Outbound sales is hard. Everyone in contact centre recruitment knows it, even if nobody puts it quite that bluntly in the job ad.
It’s rejection on repeat. It’s calling people who didn’t ask to be called. And it’s hearing “no” 40 times a day and still finding the energy to make the 41st call.
Attrition rates reflect it. Outbound sales teams tend to churn faster, and cost more to replace than almost any other contact centre function.
If you’re a head of recruitment trying to fill outbound sales advisor roles, you already know the pain. The seats that are hardest to fill are also the ones that empty fastest.
But ask yourself this… is the problem the role, or is it who you’re hiring for it?
There’s a common assumption in hiring for outbound contact centre agents. You want someone hungry, competitive and target-driven. Ideally with a few years of outbound or telesales under their belt.
On paper, it makes sense but in practice, it often produces someone who’s great for three months and gone by four. That’s because the traits that make someone look good in an outbound interview (think confidence, ambition, and assertiveness) aren’t always the traits that make someone stay in a business.
When we surveyed over 100 contact centre professionals, the qualities that came up most often as predictors of success weren’t a hunger to succeed or wolf of wall street traits. They were communication, empathy, and resilience.
Resilience is the one that matters most for outbound. Resilience isn’t about being unaffected by rejection, it is about how you recover from it. It’s the ability to take a rough call, shake it off, and go again without carrying the frustration into the next conversation.
Here’s a stat from our research that should make any hiring manager pay attention: people who felt rushed during onboarding were 2.5 times more likely to leave within six months.
Now apply that to hiring outbound sales agents.
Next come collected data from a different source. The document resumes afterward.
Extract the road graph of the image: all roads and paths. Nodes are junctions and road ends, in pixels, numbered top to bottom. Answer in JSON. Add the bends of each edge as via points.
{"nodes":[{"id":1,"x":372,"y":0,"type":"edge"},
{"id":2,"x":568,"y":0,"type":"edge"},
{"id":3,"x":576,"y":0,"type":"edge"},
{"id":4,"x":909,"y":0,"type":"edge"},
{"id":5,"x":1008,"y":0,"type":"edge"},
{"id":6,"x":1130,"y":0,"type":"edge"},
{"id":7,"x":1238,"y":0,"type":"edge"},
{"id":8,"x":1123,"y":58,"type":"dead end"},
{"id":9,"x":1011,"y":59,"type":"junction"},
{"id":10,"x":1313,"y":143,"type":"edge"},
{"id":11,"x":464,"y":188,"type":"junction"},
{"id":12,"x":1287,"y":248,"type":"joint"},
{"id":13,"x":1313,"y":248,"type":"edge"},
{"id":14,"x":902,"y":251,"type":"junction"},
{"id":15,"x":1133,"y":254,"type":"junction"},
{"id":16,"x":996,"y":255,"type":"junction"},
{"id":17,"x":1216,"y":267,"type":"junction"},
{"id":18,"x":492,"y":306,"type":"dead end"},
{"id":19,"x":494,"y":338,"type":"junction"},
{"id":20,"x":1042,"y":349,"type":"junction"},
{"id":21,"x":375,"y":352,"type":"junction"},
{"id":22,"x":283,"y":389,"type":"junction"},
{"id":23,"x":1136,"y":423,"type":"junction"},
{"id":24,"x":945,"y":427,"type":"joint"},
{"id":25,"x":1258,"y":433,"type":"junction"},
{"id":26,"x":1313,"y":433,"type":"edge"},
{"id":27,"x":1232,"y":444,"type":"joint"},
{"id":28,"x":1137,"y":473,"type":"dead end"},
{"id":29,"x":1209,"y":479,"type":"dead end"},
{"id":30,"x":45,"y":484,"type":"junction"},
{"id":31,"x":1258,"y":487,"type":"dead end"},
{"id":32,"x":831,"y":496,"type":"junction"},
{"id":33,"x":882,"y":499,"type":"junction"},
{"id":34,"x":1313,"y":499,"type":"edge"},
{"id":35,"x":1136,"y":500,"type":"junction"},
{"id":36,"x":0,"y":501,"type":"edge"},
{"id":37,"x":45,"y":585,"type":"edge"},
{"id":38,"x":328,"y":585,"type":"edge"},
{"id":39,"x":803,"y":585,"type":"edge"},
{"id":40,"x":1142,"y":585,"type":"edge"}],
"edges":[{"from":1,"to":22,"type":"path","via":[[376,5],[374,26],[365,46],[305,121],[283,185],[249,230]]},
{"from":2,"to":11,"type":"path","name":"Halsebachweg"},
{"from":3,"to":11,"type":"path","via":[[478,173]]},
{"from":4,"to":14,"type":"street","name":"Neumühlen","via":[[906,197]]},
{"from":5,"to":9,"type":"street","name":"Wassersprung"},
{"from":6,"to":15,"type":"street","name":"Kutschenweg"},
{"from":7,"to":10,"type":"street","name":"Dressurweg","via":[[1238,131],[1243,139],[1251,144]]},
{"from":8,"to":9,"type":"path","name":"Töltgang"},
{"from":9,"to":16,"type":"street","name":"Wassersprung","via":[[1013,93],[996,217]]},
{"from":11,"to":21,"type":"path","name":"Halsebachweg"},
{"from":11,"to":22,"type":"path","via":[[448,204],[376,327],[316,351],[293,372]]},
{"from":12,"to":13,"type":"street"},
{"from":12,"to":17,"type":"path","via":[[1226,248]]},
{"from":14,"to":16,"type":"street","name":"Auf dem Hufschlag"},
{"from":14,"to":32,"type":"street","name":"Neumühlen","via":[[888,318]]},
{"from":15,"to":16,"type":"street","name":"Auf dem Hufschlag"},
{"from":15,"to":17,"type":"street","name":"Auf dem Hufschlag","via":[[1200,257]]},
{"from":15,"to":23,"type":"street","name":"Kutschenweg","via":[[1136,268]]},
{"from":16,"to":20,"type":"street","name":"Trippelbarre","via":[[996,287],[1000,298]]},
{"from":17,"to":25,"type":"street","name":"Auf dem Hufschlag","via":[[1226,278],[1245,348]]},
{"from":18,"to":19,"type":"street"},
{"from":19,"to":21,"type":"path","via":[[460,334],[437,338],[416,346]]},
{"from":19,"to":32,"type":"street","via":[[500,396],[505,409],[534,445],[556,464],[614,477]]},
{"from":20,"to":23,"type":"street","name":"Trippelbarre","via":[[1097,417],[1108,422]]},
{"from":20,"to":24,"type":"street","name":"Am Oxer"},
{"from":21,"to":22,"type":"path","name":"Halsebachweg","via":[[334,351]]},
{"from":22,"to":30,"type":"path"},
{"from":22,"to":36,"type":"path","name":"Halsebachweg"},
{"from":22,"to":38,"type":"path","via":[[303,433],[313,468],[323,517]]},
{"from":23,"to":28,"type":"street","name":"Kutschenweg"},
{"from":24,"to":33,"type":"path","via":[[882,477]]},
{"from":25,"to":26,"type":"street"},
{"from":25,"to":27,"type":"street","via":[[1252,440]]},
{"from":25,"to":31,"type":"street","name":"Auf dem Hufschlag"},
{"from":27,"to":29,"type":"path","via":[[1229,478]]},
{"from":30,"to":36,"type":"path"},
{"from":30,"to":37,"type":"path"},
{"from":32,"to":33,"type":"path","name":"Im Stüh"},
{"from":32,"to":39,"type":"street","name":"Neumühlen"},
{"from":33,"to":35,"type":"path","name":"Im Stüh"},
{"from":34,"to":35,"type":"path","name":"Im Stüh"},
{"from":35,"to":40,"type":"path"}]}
A role that’s already harder, already more emotionally demanding, and already has higher attrition. If you’re rushing someone through two weeks of training and then handing them a dialler and a script, could you be setting them up to fail?
For people without prior contact centre experience, the gap widens further. Our survey found that inexperienced hires who felt rushed were six times more likely to leave early compared to those who felt their onboarding timing was right.
Outbound sales needs more onboarding, not less. More call listening, time shadowing experienced agents, and practice handling objections before they’re doing it for real.
The three things contact centre workers asked for most in our survey were: more time before going live (mentioned 32 times), real call listening and shadowing (23 times), and a buddy or mentor who isn’t their manager (mentioned repeatedly).
All three feel especially relevant for outbound, where the emotional toll of the early weeks can make (or break) someone’s decision to stay.
Most outbound interviews are designed to surface confidence. For example, can they talk? Can they pitch? Do they seem like they can close?
But the question that predicts retention isn’t “can they sell?” It’s “what do they do after the tenth no in a row?”
87% of people in our survey said anyone can succeed in a contact centre with the right training and support. The implication for outbound is then clear, in our opinion, you don’t need to find someone who’s already hardened to rejection. Rather, you need someone who has the raw skills to build that resilience, and then you need to support them while they do.
In interviews, ask about times they’ve persisted through something difficult. Not sales specifically, just anything. This could be a difficult shift, a challenging customer or a period where nothing seemed to go right.
Listen to how they talk about it. Do they frame it as something that happened to them, or something they navigated?
And consider a live preview. Letting a candidate listen to real outbound calls before they accept the role isn’t just good for them, it’s good for you. The people who hear it and still want the job are worth their weight in gold. Trust us!
The candidate who stays in outbound isn’t always the one with the best sales track record. They’re often the one who’s resilient, empathetic enough to connect with customers, and steady enough not to take rejection personally.
They might come from a restaurant floor or from a retail shop where they hit upsell targets without anyone calling it “outbound.” They might not have a single day of contact centre experience.
But with the right onboarding, the right support, and a hiring process that screens for the things that matter (not just the things that look good on a CV) they’re the ones who’ll still be there at month six. And probably, month 12.
This article draws on findings from The Great Contact Centre Survey: research into what contact centre workers wish employers knew about attracting, hiring, and keeping the right people.